* [What the task asks] Every line holding the word "小通河街" should be copied from the material.

----

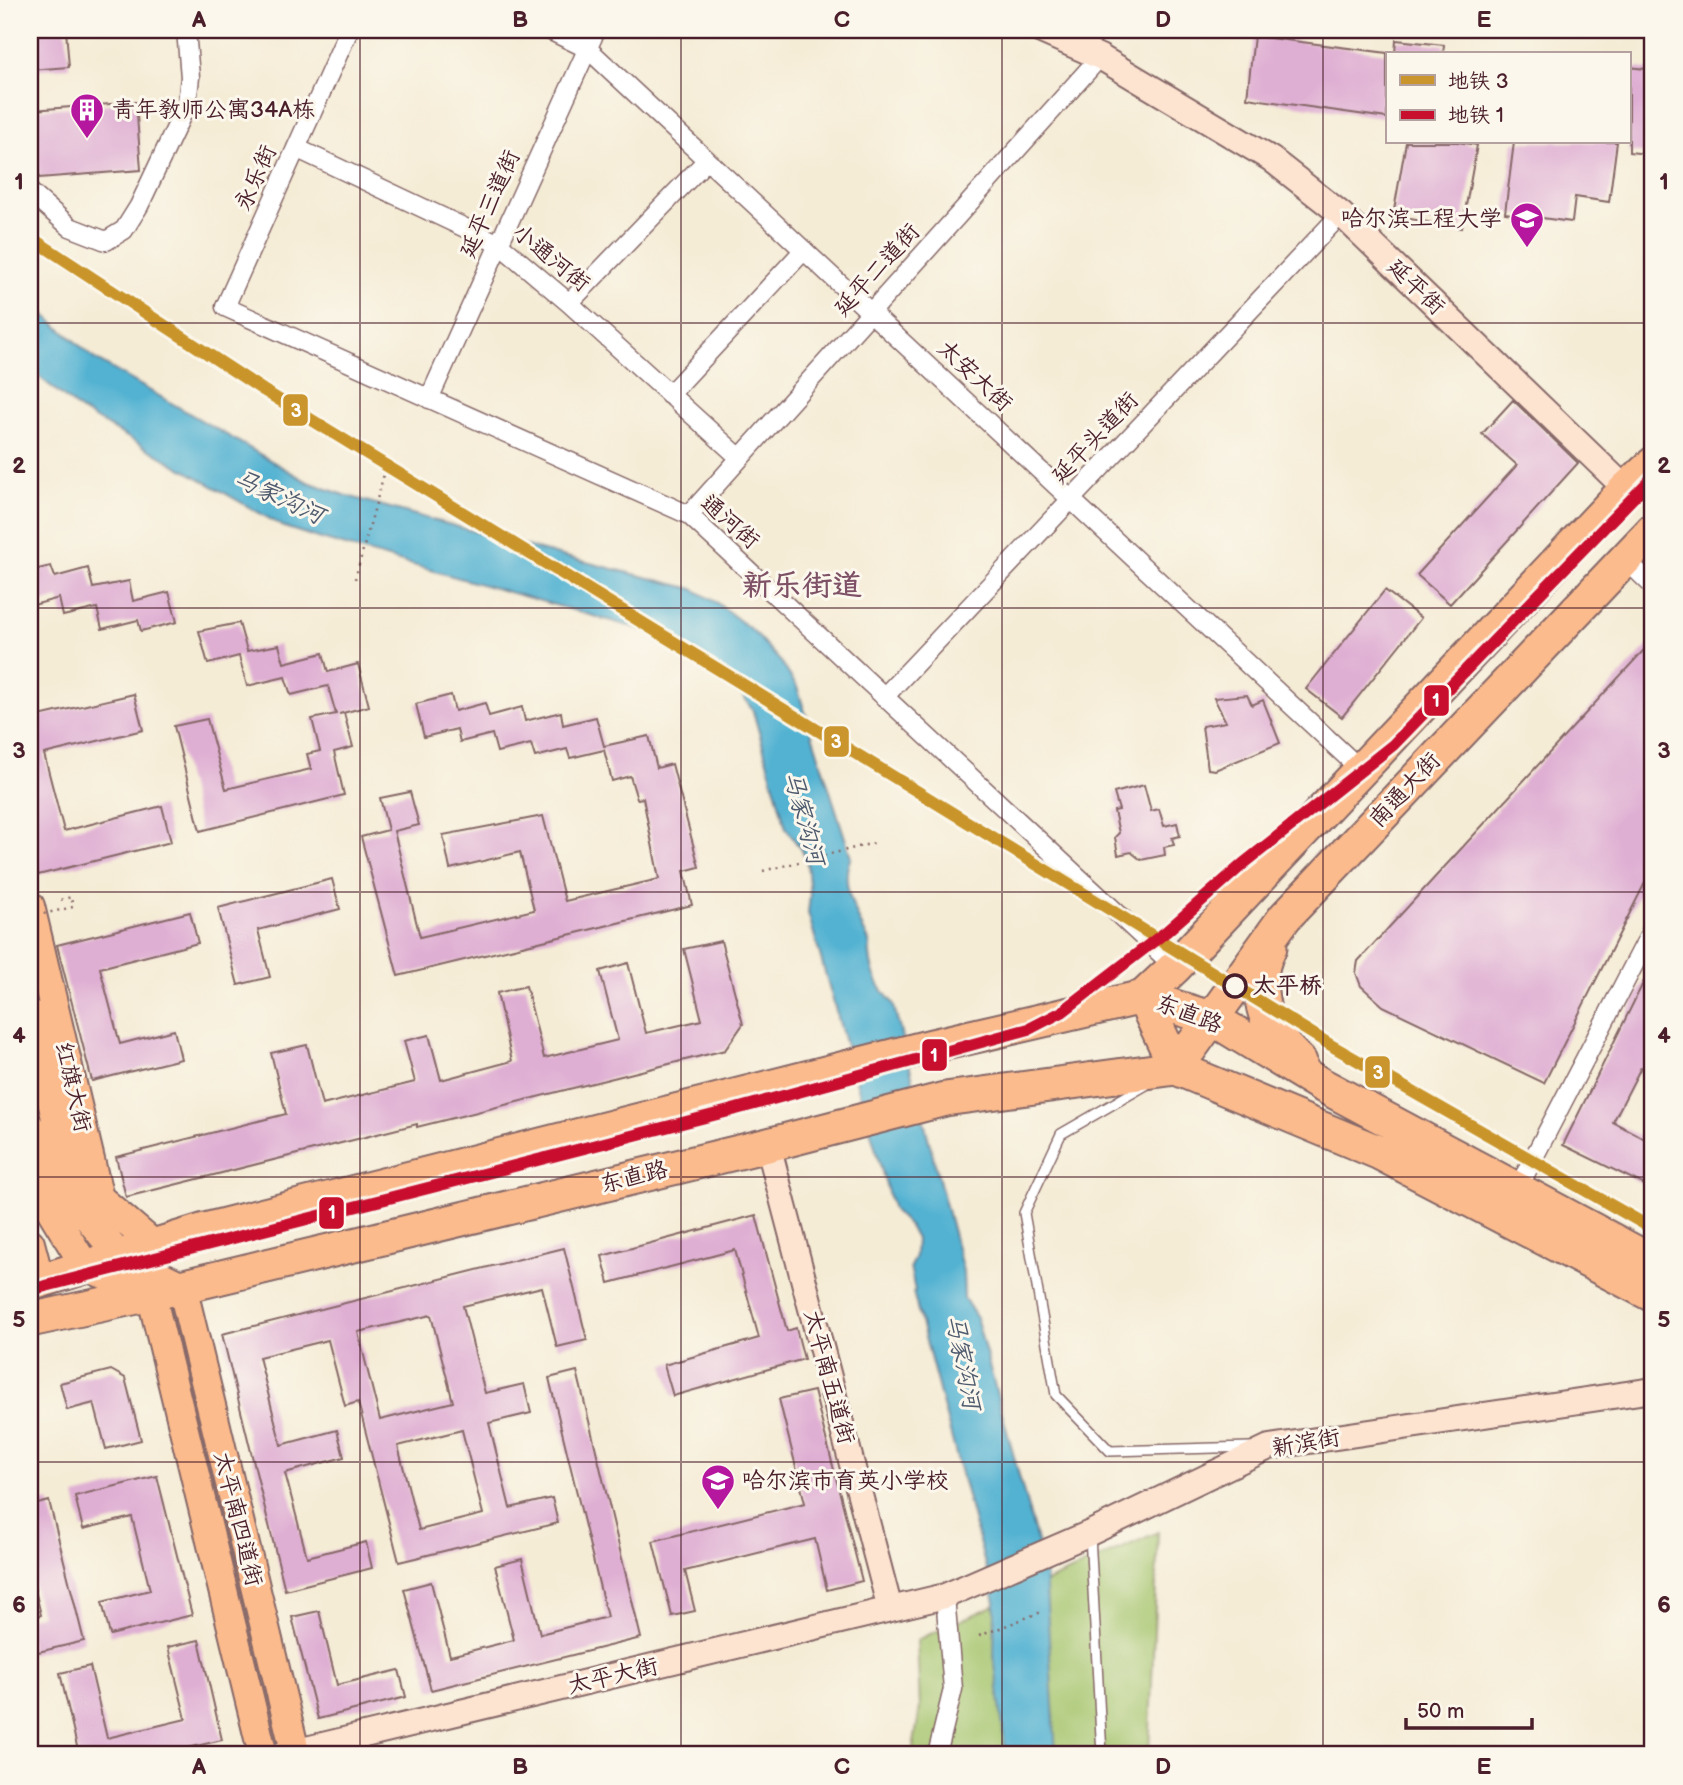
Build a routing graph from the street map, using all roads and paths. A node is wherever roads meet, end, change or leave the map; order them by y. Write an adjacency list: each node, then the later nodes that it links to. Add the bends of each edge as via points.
1 (186, 30): 10 (street, via 187,104 124,230 106,241 71,228)
2 (349, 30): 8 (street, 永乐街)
3 (549, 30): 6 (street, 太安大街)
4 (596, 30): 6 (street, 延平三道街)
5 (1039, 30): 7 (street, 延平街)
6 (588, 49): 9 (street, 太安大街); 12 (street, 延平三道街)
7 (1100, 57): 11 (street, 延平街, via 1271,159); 16 (street, 延平二道街)
8 (296, 148): 12 (street, 小通河街); 15 (street, 永乐街)
9 (707, 160): 13 (street, 太安大街); 14 (street)
10 (30, 192)
11 (1341, 214): 22 (street, 延平街); 23 (street, 延平头道街)
12 (499, 244): 14 (street, 小通河街); 18 (street, 延平三道街)
13 (804, 250): 16 (street, 太安大街); 17 (street)
14 (569, 303): 17 (street, 小通河街)
15 (225, 307): 18 (street, 通河街)
16 (872, 313): 19 (street, 延平二道街); 23 (street, 太安大街)
17 (669, 395): 19 (street, 小通河街)
18 (429, 398): 24 (street, 通河街)
19 (740, 458): 24 (street, 延平二道街)
20 (1653, 464): 22 (highway, 南通大街)
21 (384, 474): 27 (path)
22 (1626, 489): 30 (highway, 南通大街)
23 (1071, 499): 29 (street, 延平头道街); 30 (street, 太安大街)
24 (689, 515): 29 (street, 通河街)
25 (1653, 530): 26 (highway, 南通大街)
26 (1624, 558): 28 (street); 36 (highway, 南通大街)
27 (355, 579)
28 (1653, 586)
29 (884, 697): 38 (street, 通河街)
30 (1360, 769): 38 (highway, 南通大街)
31 (878, 842): 32 (path)
32 (763, 871)
33 (60, 900): 35 (path, bridge, via 71,897 73,907)
34 (30, 906): 49 (main road, 红旗大街, via 99,1198)
35 (30, 917)
36 (1285, 917): 41 (highway, 南通大街); 43 (highway, via 1264,960 1260,983 1264,1010 1277,1037)
37 (1653, 928): 46 (street)
38 (1175, 967): 39 (highway, 南通大街)
39 (1143, 997): 41 (highway, 东直路); 42 (highway); 49 (highway, 东直路, via 932,1046)
40 (30, 1014): 47 (main road, 红旗大街)
41 (1213, 1019): 42 (highway, 南通大街); 43 (highway, 东直路)
42 (1176, 1068): 45 (highway, 东直路, via 945,1100); 55 (highway, via 1380,1153); 58 (lane, via 1061,1134 1024,1213 1056,1395 1110,1451)
43 (1320, 1084): 46 (highway, 东直路)
44 (30, 1126): 47 (main road)
45 (768, 1145): 54 (highway, 东直路); 61 (street, 太平南五道街)
46 (1518, 1188): 51 (highway, 东直路)
47 (65, 1209): 50 (main road); 52 (main road)
48 (30, 1243): 53 (main road)
49 (154, 1245): 50 (highway, 东直路)
50 (119, 1256): 52 (highway, 东直路); 54 (main road)
51 (1653, 1262)
52 (85, 1266): 53 (highway, 东直路); 54 (main road)
53 (35, 1282)
54 (166, 1290): 56 (highway, 东直路); 64 (main road, 太平南四道街); 65 (main road, 太平南四道街)
55 (1653, 1295)
56 (30, 1320)
57 (1653, 1390): 58 (street, 新滨街)
58 (1269, 1447): 59 (street, 新滨街)
59 (1090, 1533): 60 (street, 新滨街); 67 (lane)
60 (945, 1596): 61 (street, 太平大街); 66 (street, via 953,1689)
61 (890, 1609): 64 (street, 太平大街)
62 (1044, 1611): 63 (path)
63 (979, 1636)
64 (291, 1754)
65 (263, 1755)
66 (937, 1755)
67 (1102, 1755)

----

* [Exercise output]
8 (296, 148): 12 (street, 小通河街); 15 (street, 永乐街)
12 (499, 244): 14 (street, 小通河街); 18 (street, 延平三道街)
14 (569, 303): 17 (street, 小通河街)
17 (669, 395): 19 (street, 小通河街)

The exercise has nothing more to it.